[[ Data for this task open ]]

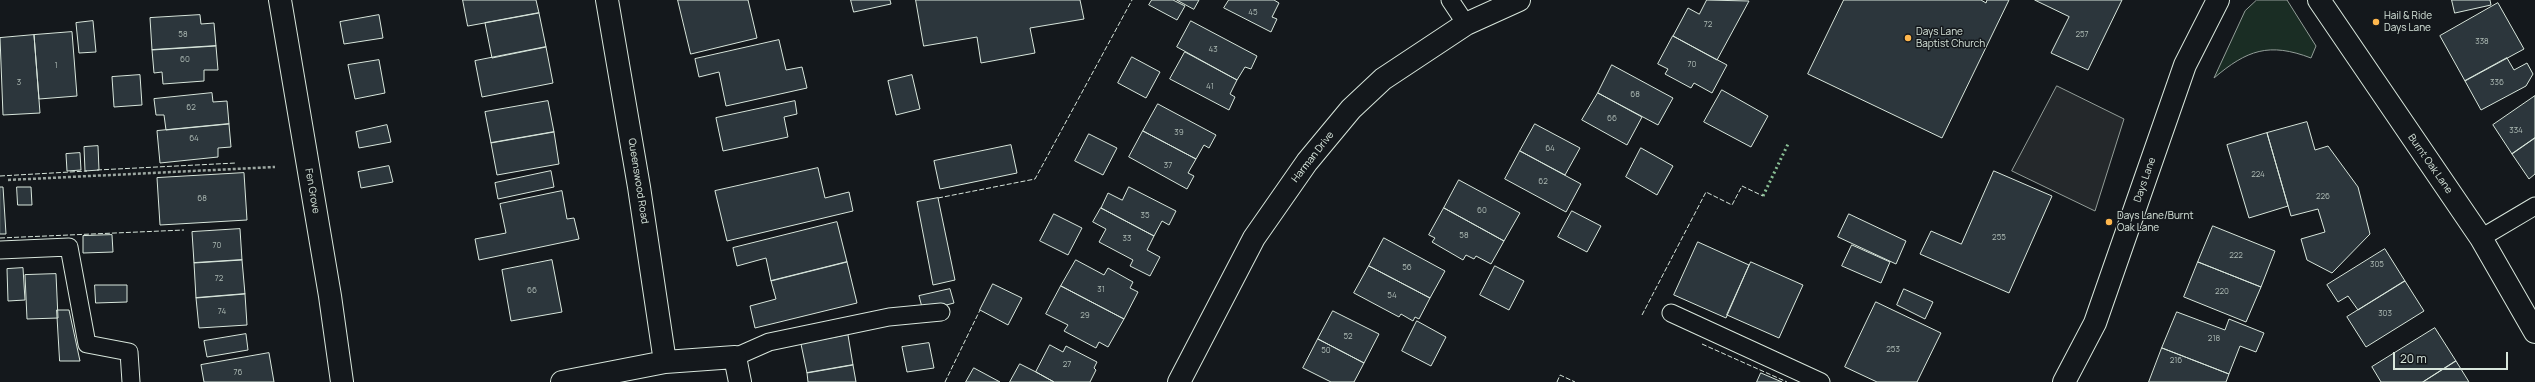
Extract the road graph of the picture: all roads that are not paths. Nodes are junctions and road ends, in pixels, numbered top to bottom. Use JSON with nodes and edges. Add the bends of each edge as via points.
{"nodes":[{"id":1,"x":280,"y":0,"type":"edge"},
{"id":2,"x":607,"y":0,"type":"edge"},
{"id":3,"x":1450,"y":0,"type":"edge"},
{"id":4,"x":1519,"y":0,"type":"edge"},
{"id":5,"x":2218,"y":0,"type":"edge"},
{"id":6,"x":2319,"y":0,"type":"edge"},
{"id":7,"x":1466,"y":24,"type":"junction"},
{"id":8,"x":2535,"y":206,"type":"edge"},
{"id":9,"x":2481,"y":238,"type":"junction"},
{"id":10,"x":0,"y":250,"type":"edge"},
{"id":11,"x":941,"y":312,"type":"dead end"},
{"id":12,"x":1671,"y":314,"type":"dead end"},
{"id":13,"x":2535,"y":332,"type":"edge"},
{"id":14,"x":735,"y":357,"type":"junction"},
{"id":15,"x":665,"y":362,"type":"junction"},
{"id":16,"x":131,"y":382,"type":"edge"},
{"id":17,"x":342,"y":382,"type":"edge"},
{"id":18,"x":562,"y":382,"type":"edge"},
{"id":19,"x":740,"y":382,"type":"edge"},
{"id":20,"x":1179,"y":382,"type":"edge"},
{"id":21,"x":1821,"y":382,"type":"edge"},
{"id":22,"x":2064,"y":382,"type":"edge"}],
"edges":[{"from":1,"to":17,"type":"street","name":"Fen Grove"},
{"from":2,"to":15,"type":"street","name":"Queenswood Road","via":[[639,187]]},
{"from":3,"to":7,"type":"lane"},
{"from":4,"to":7,"type":"street","name":"Harman Drive"},
{"from":5,"to":22,"type":"street","name":"Days Lane","via":[[2185,65],[2095,323]]},
{"from":6,"to":9,"type":"street","name":"Burnt Oak Lane"},
{"from":7,"to":20,"type":"street","name":"Harman Drive","via":[[1383,79],[1351,109],[1307,162],[1254,238]]},
{"from":8,"to":9,"type":"lane"},
{"from":9,"to":13,"type":"street","name":"Burnt Oak Lane"},
{"from":10,"to":16,"type":"lane","via":[[69,247],[87,344],[129,352]]},
{"from":11,"to":14,"type":"lane","via":[[889,317],[769,342]]},
{"from":12,"to":21,"type":"lane"},
{"from":14,"to":15,"type":"street"},
{"from":14,"to":19,"type":"street"},
{"from":15,"to":18,"type":"street"}]}
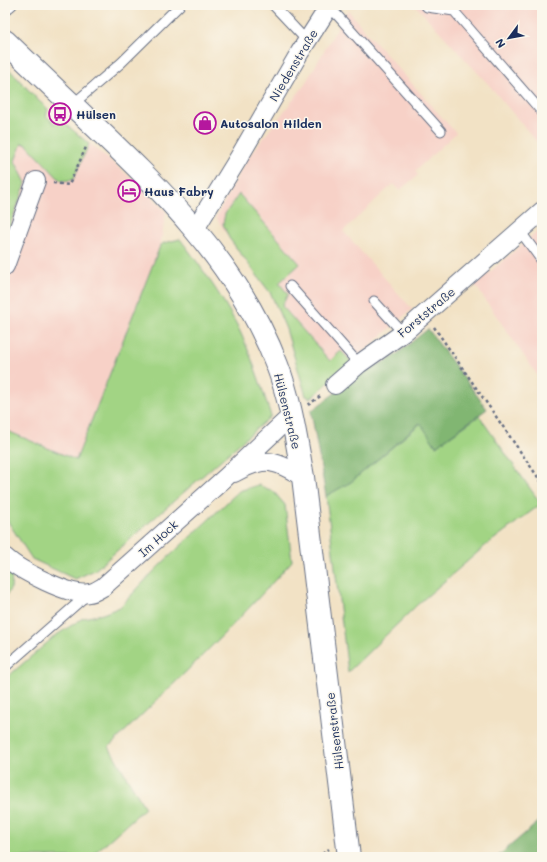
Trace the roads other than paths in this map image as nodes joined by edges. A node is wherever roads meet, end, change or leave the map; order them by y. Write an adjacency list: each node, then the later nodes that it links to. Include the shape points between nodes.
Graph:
1 (12, 5): 6 (lane)
2 (180, 5): 9 (lane, via 121,63)
3 (273, 5): 8 (lane)
4 (330, 5): 8 (street, Niedenstraße); 11 (lane)
5 (425, 5): 10 (lane, via 454,11)
6 (5, 10)
7 (5, 41): 9 (main road, Hülsenstraße)
8 (307, 41): 14 (street, Niedenstraße)
9 (72, 105): 14 (main road, Hülsenstraße, via 166,196)
10 (542, 112)
11 (441, 131)
12 (36, 181): 17 (street)
13 (541, 213): 15 (street, Forststraße)
14 (195, 229): 23 (main road, Hülsenstraße, via 251,309)
15 (520, 231): 16 (lane); 20 (street, Forststraße)
16 (542, 261)
17 (5, 266)
18 (290, 286): 21 (lane)
19 (374, 301): 20 (lane)
20 (403, 333): 21 (street, Forststraße)
21 (359, 364): 22 (street, Forststraße)
22 (335, 385)
23 (299, 411): 24 (main road, Hülsenstraße); 25 (street, Im Hock)
24 (303, 477): 25 (street, Im Hock, via 269,461 246,466); 29 (main road, Hülsenstraße)
25 (225, 478): 27 (street, Im Hock, via 103,587)
26 (5, 557): 27 (street, via 28,574 74,592)
27 (89, 593): 28 (lane, Im Hock)
28 (5, 667)
29 (349, 857)

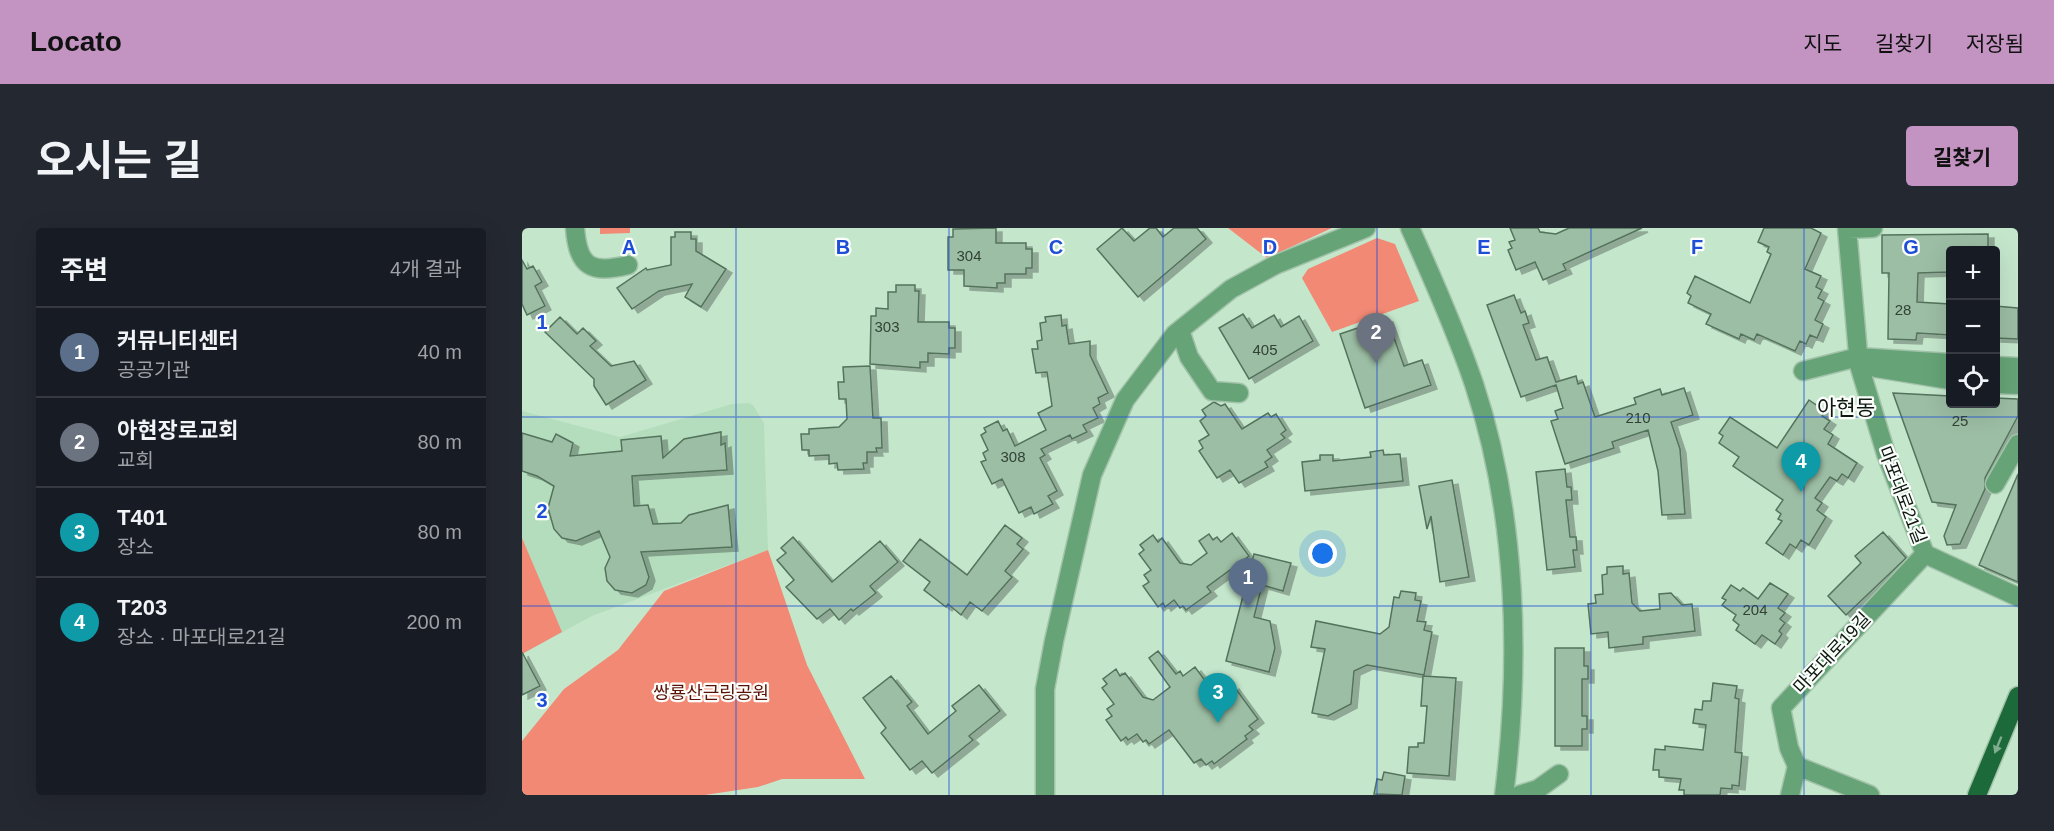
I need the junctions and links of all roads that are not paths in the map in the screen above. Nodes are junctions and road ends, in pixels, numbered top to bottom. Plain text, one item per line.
1 (575, 228) edge
2 (1366, 228) edge
3 (1410, 228) edge
4 (1847, 228) edge
5 (1873, 228) edge
6 (628, 265) dead end
7 (1180, 330) junction
8 (1859, 361) junction
9 (1946, 363) edge
10 (2000, 366) edge
11 (2018, 367) edge
12 (1803, 371) dead end
13 (1946, 379) edge
14 (2000, 384) edge
15 (2018, 386) edge
16 (1239, 393) dead end
17 (2018, 444) edge
18 (1995, 484) dead end
19 (1925, 554) junction
20 (2018, 597) edge
21 (2018, 696) edge
22 (1797, 766) junction
23 (1559, 774) dead end
24 (1045, 795) edge
25 (1504, 795) edge
26 (1519, 795) edge
27 (1790, 795) edge
28 (1870, 795) edge
29 (1977, 795) edge

1 - 6 street
2 - 7 street
3 - 25 street
4 - 5 street
4 - 8 street, 마포대로21길
7 - 16 street
7 - 24 street
8 - 9 street
8 - 12 street
8 - 13 street
8 - 19 street, 마포대로21길
10 - 11 street
14 - 15 street
17 - 18 street
19 - 20 street, 마포대로21길
19 - 22 street, 마포대로19길
21 -> 29 main road
22 - 27 street
22 - 28 street
23 - 26 street

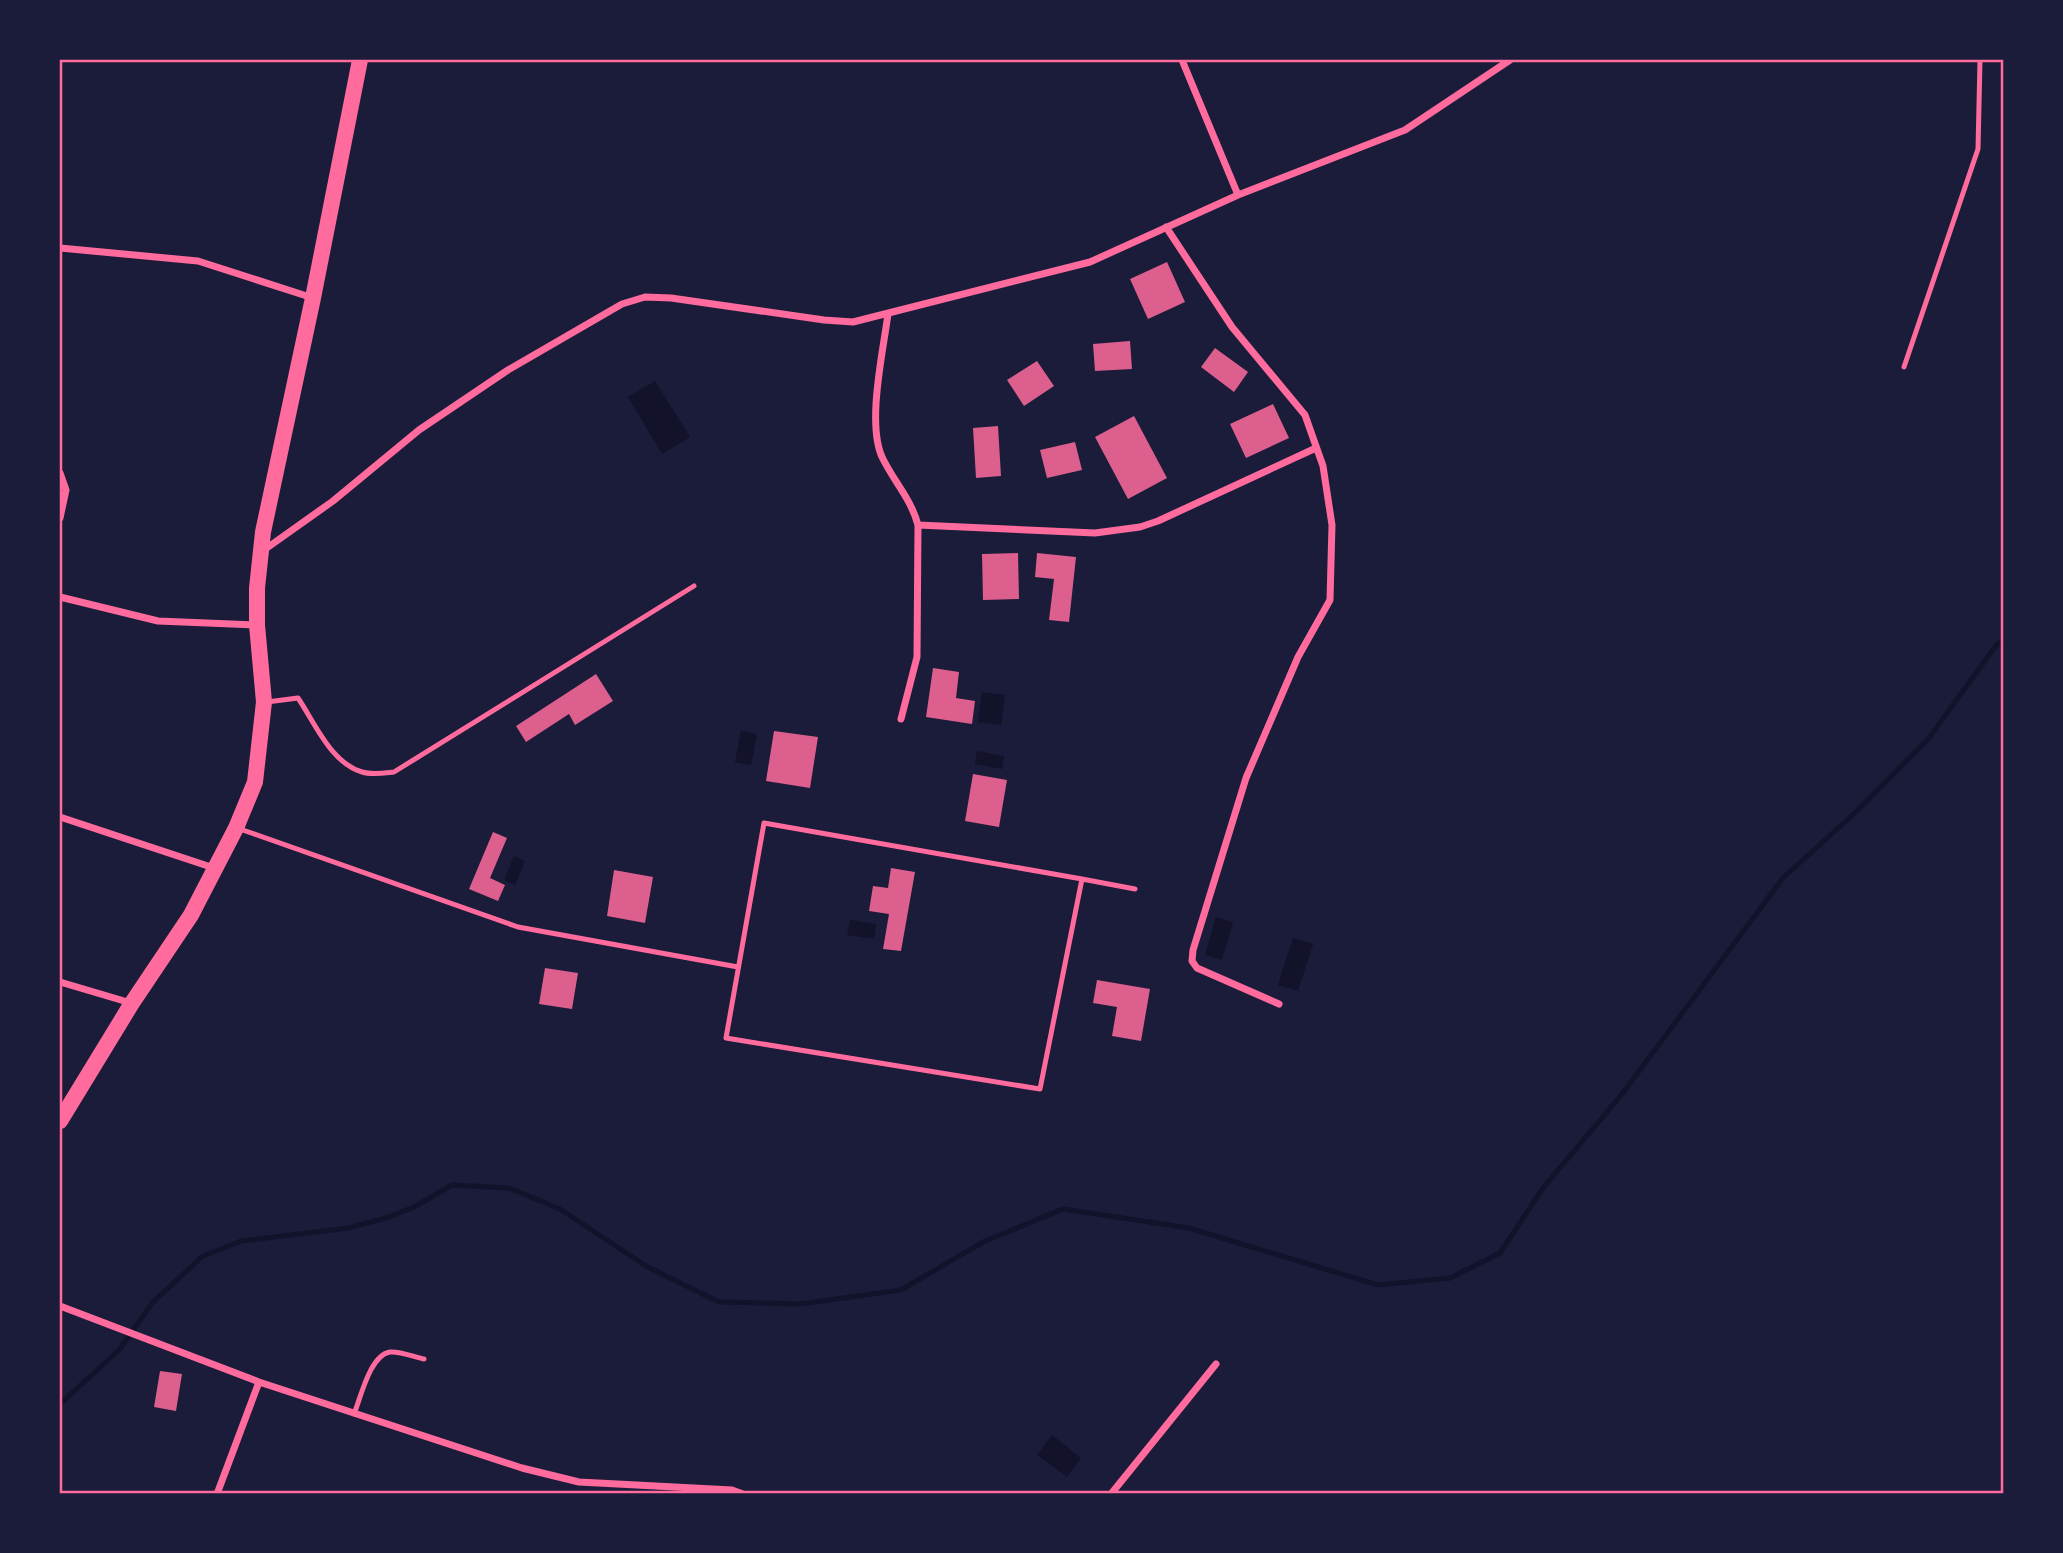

[[ Data for this task closed ]]

- **Task to carry out**
Search the data above for the word "Harman". Copy each line it is in.

- **Finished exercise**
{"from":4,"to":7,"type":"street","name":"Harman Drive"},
{"from":7,"to":20,"type":"street","name":"Harman Drive","via":[[1383,79],[1351,109],[1307,162],[1254,238]]},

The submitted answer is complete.